To do:
Search the entries below for the word "Frösövägen", then copy each line in which it is found.

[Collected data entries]
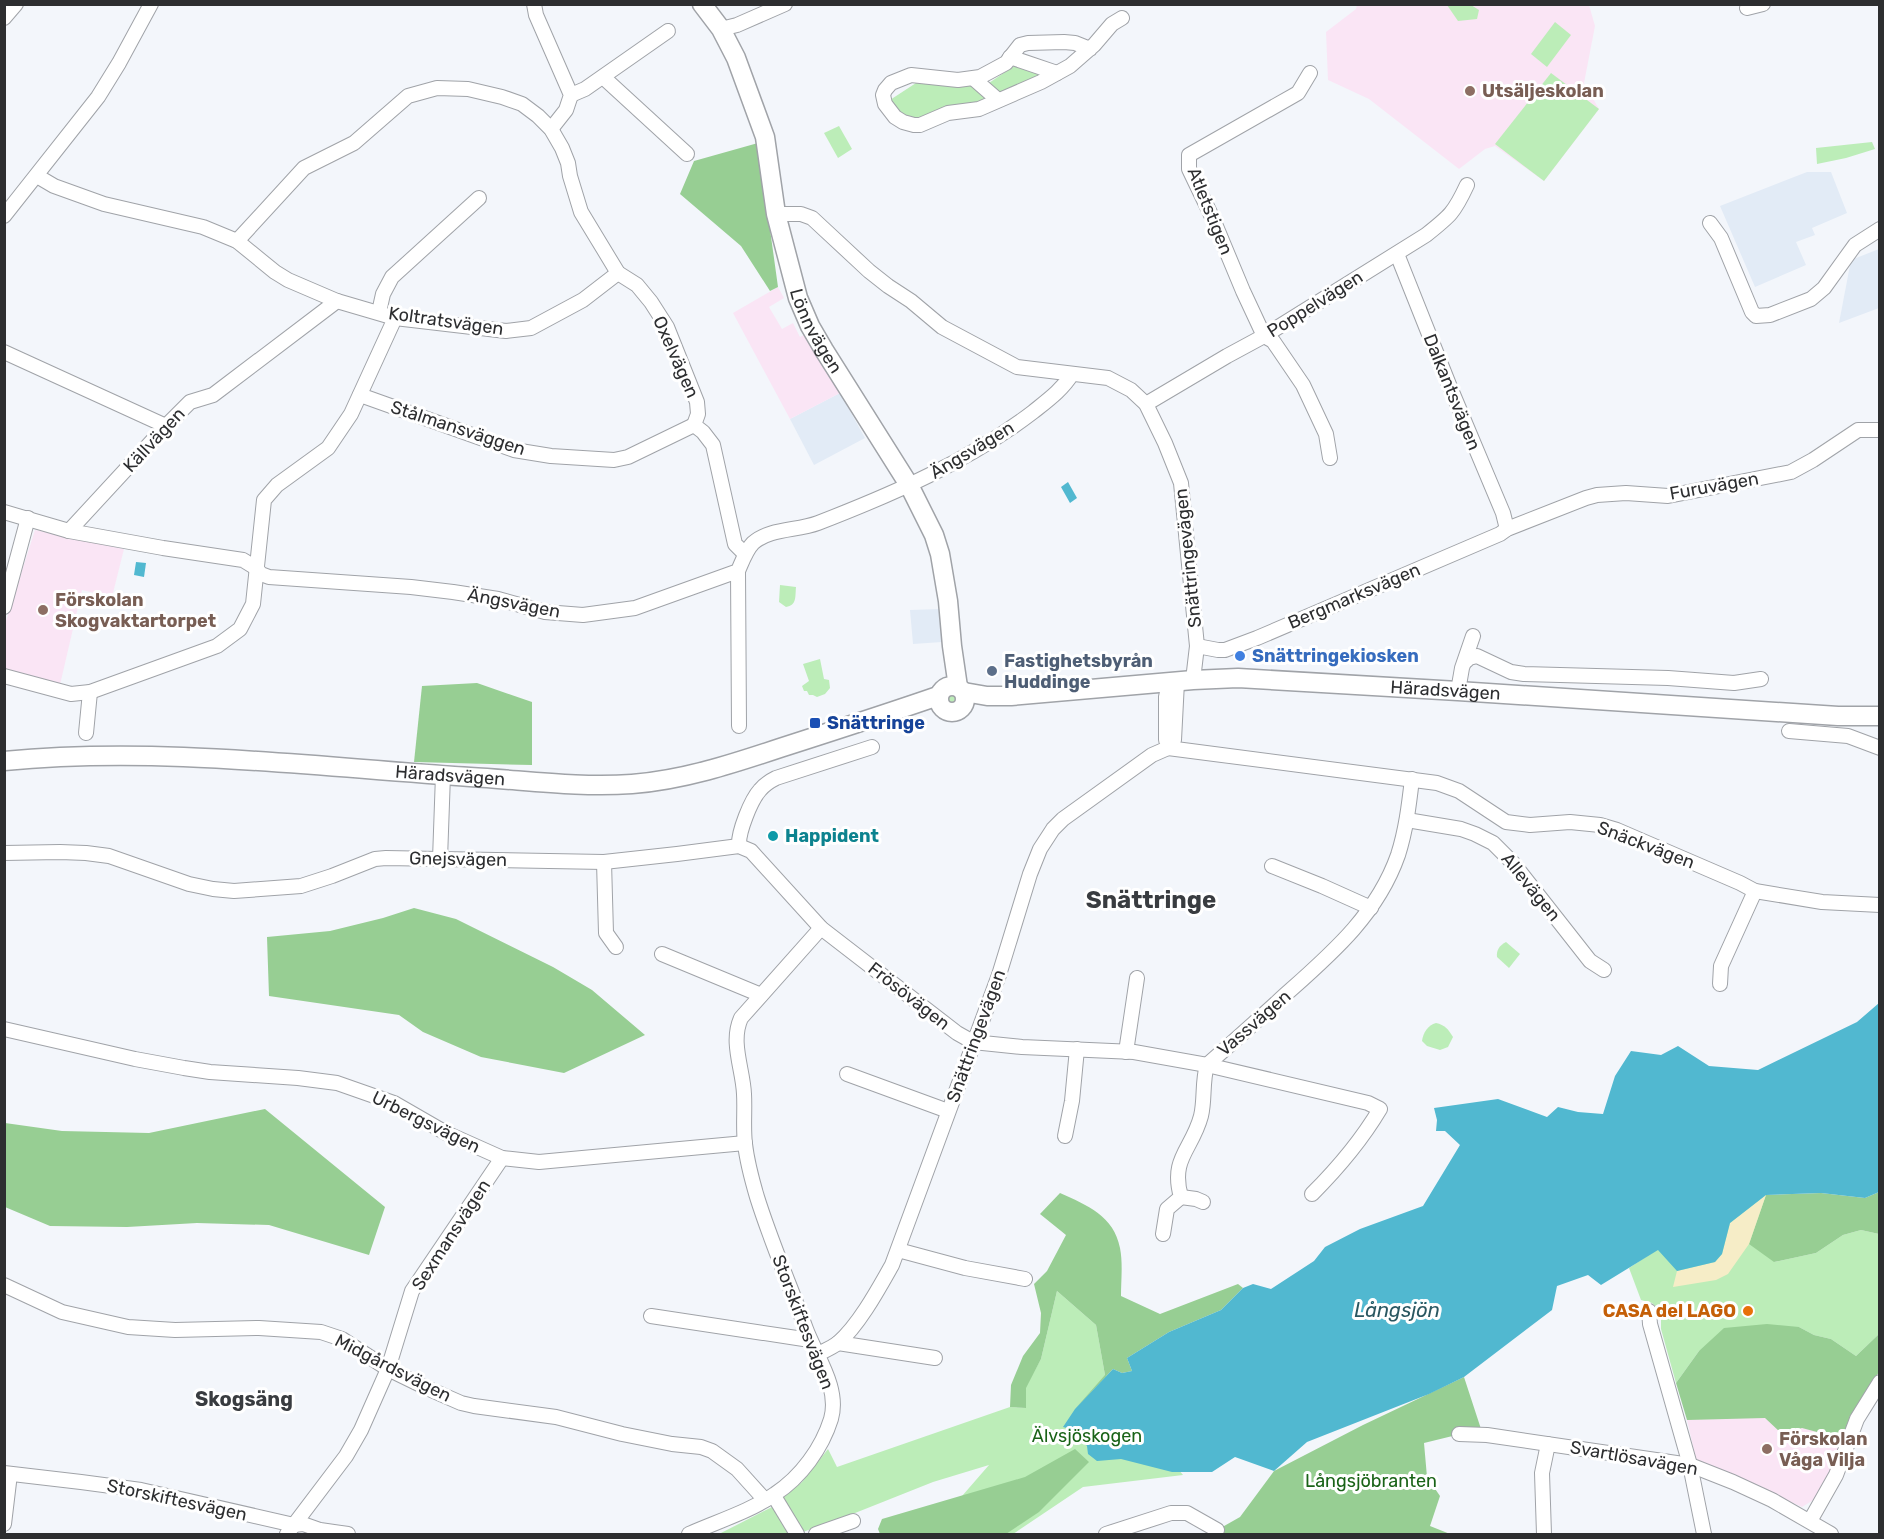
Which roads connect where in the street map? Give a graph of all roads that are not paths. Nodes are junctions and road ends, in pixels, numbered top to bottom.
1 (16, 4) edge
2 (151, 4) edge
3 (534, 4) edge
4 (702, 4) edge
5 (785, 4) edge
6 (1763, 4) edge
7 (1747, 8) dead end
8 (4, 18) edge
9 (1122, 18) dead end
10 (721, 29) junction
11 (668, 31) dead end
12 (1090, 49) junction
13 (1010, 57) junction
14 (1057, 73) junction
15 (1310, 73) dead end
16 (603, 77) junction
17 (974, 79) junction
18 (571, 95) junction
19 (998, 100) junction
20 (551, 129) junction
21 (687, 154) dead end
22 (37, 176) junction
23 (1467, 184) dead end
24 (479, 198) dead end
25 (777, 214) junction
26 (4, 216) edge
27 (1710, 223) dead end
28 (1880, 229) edge
29 (237, 241) junction
30 (1397, 254) junction
31 (618, 273) junction
32 (338, 301) junction
33 (379, 312) junction
34 (395, 318) junction
35 (1264, 336) junction
36 (4, 352) edge
37 (1072, 374) junction
38 (360, 395) junction
39 (1146, 404) junction
40 (694, 425) junction
41 (166, 426) junction
42 (1880, 430) edge
43 (1330, 458) dead end
44 (909, 485) junction
45 (4, 512) edge
46 (28, 518) junction
47 (1507, 529) junction
48 (69, 531) junction
49 (745, 554) junction
50 (256, 568) junction
51 (738, 571) junction
52 (4, 607) edge
53 (1473, 636) dead end
54 (1197, 646) junction
55 (1466, 661) junction
56 (4, 676) edge
57 (1761, 679) dead end
58 (1180, 682) junction
59 (1458, 691) junction
60 (90, 692) junction
61 (952, 695) junction
62 (837, 714) dead end
63 (1880, 716) edge
64 (866, 721) junction
65 (808, 725) dead end
66 (739, 726) dead end
67 (1790, 731) dead end
68 (86, 733) dead end
69 (796, 743) junction
70 (872, 747) dead end
71 (1168, 748) junction
72 (1880, 748) edge
73 (4, 760) edge
74 (442, 775) junction
75 (1412, 779) junction
76 (1407, 820) junction
77 (739, 846) junction
78 (4, 854) edge
79 (440, 859) junction
80 (604, 862) junction
81 (1272, 866) dead end
82 (1755, 891) junction
83 (1880, 905) edge
84 (1371, 908) junction
85 (821, 928) junction
86 (616, 947) dead end
87 (662, 954) dead end
88 (1604, 970) dead end
89 (1137, 978) dead end
90 (1720, 984) dead end
91 (761, 996) junction
92 (4, 1029) edge
93 (973, 1042) junction
94 (1077, 1050) junction
95 (1126, 1052) junction
96 (1206, 1065) junction
97 (847, 1074) dead end
98 (948, 1111) junction
99 (1065, 1137) dead end
100 (745, 1143) junction
101 (502, 1158) junction
102 (1312, 1194) dead end
103 (1181, 1197) junction
104 (1203, 1202) dead end
105 (1163, 1234) dead end
106 (898, 1250) junction
107 (1025, 1279) dead end
108 (4, 1285) edge
109 (1650, 1311) dead end
110 (651, 1316) dead end
111 (810, 1340) junction
112 (838, 1343) junction
113 (818, 1354) junction
114 (935, 1358) dead end
115 (388, 1368) junction
116 (1880, 1382) edge
117 (1459, 1434) dead end
118 (1548, 1444) junction
119 (1690, 1465) junction
120 (7, 1474) edge
121 (769, 1498) junction
122 (853, 1521) dead end
123 (1810, 1521) junction
124 (4, 1524) edge
125 (291, 1530) edge
126 (1216, 1530) dead end
127 (348, 1534) edge
128 (689, 1534) edge
129 (797, 1534) edge
130 (816, 1534) edge
131 (1106, 1534) edge
132 (1544, 1534) edge
133 (1704, 1534) edge
134 (1831, 1534) edge

1 - 8 street
2 - 22 street
3 - 18 street
4 - 10 street, Lönnvägen
5 - 10 street
6 - 7 street
9 - 12 street
10 - 25 street, Lönnvägen
11 - 16 street
12 - 13 street
12 - 14 street
13 - 14 street
13 - 17 street
14 - 19 street
15 - 35 street, Atletstigen
16 - 18 street
16 - 21 street
17 - 19 street
17 - 19 street
18 - 20 street
20 - 29 street, Oxelvägen
20 - 31 street, Oxelvägen
22 - 26 street
22 - 29 street, Koltratsvägen
23 - 30 street, Poppelvägen
24 - 33 street
25 - 37 street, Snättringevägen
25 - 44 street, Lönnvägen
27 - 28 street
29 - 32 street, Koltratsvägen
30 - 35 street, Poppelvägen
30 - 47 street, Dalkantsvägen
31 - 34 street, Koltratsvägen
31 - 40 street, Oxelvägen
32 - 33 street, Koltratsvägen
32 - 41 street, Källvägen
33 - 34 street, Koltratsvägen
34 - 38 street
35 - 39 street, Poppelvägen
35 - 43 street
36 - 41 street
37 - 39 street, Snättringevägen
37 - 44 street, Ängsvägen
38 - 40 street, Stålmansväggen
38 - 50 street
39 - 54 street, Snättringevägen
40 - 49 street, Oxelvägen
41 - 48 street, Källvägen
42 - 47 street, Furuvägen
44 - 49 street, Ängsvägen
44 - 61 street, Lönnvägen
45 - 46 street, Ängsvägen
46 - 48 street, Ängsvägen
46 - 52 street
47 - 54 street, Bergmarksvägen
48 - 50 street, Ängsvägen
49 - 51 street, Ängsvägen
50 - 51 street, Ängsvägen
50 - 60 street
51 - 66 street
53 - 55 street
54 - 58 street, Snättringevägen
55 - 57 street, Häradsvägen
55 - 59 street
56 - 60 street
58 - 59 street, Häradsvägen
58 - 61 street, Häradsvägen
58 - 71 street, Snättringevägen
59 - 63 street, Häradsvägen
60 - 68 street
61 - 64 street, Häradsvägen
62 - 64 street
64 - 69 street, Häradsvägen
65 - 69 street
67 - 72 street
69 - 74 street, Häradsvägen
70 - 77 street
71 - 75 street, Snäckvägen
71 - 93 street, Snättringevägen
73 - 74 street, Häradsvägen
74 - 79 street
75 - 76 street, Vassvägen
75 - 82 street, Snäckvägen
76 - 84 street, Vassvägen
76 - 88 street, Allevägen
77 - 80 street, Gnejsvägen
77 - 85 street, Frösövägen
78 - 79 street, Gnejsvägen
79 - 80 street, Gnejsvägen
80 - 86 street
81 - 84 street
82 - 83 street, Snäckvägen
82 - 90 street
84 - 96 street, Vassvägen
85 - 91 street
85 - 93 street, Frösövägen
87 - 91 street
89 - 95 street
91 - 100 street, Storskiftesvägen
92 - 101 street, Urbergsvägen
93 - 94 street, Frösövägen
93 - 98 street, Snättringevägen
94 - 95 street, Frösövägen
94 - 99 street
95 - 96 street, Frösövägen
96 - 102 street, Frösövägen
96 - 103 street, Vassvägen
97 - 98 street
98 - 106 street, Snättringevägen
100 - 101 street, Urbergsvägen
100 - 111 street, Storskiftesvägen
101 - 115 street, Sexmansvägen
103 - 104 street
103 - 105 street
106 - 107 street
106 - 112 street, Snättringevägen
108 - 115 street, Midgårdsvägen
109 - 119 street
110 - 111 street
111 - 113 street, Storskiftesvägen
112 - 113 street, Snättringevägen
112 - 114 street
113 - 121 street, Storskiftesvägen
115 - 121 street, Midgårdsvägen
115 - 125 street, Sexmansvägen
116 - 123 street
117 - 118 street, Svartlösavägen
118 - 119 street, Svartlösavägen
118 - 132 street
119 - 123 street, Svartlösavägen
119 - 133 street
120 - 124 street
120 - 125 street, Storskiftesvägen
121 - 128 street, Storskiftesvägen
121 - 129 street, Midgårdsvägen
122 - 130 street
123 - 134 street, Svartlösavägen
125 - 127 street, Storskiftesvägen
126 - 131 street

Finished exercise:
77 - 85 street, Frösövägen
85 - 93 street, Frösövägen
93 - 94 street, Frösövägen
94 - 95 street, Frösövägen
95 - 96 street, Frösövägen
96 - 102 street, Frösövägen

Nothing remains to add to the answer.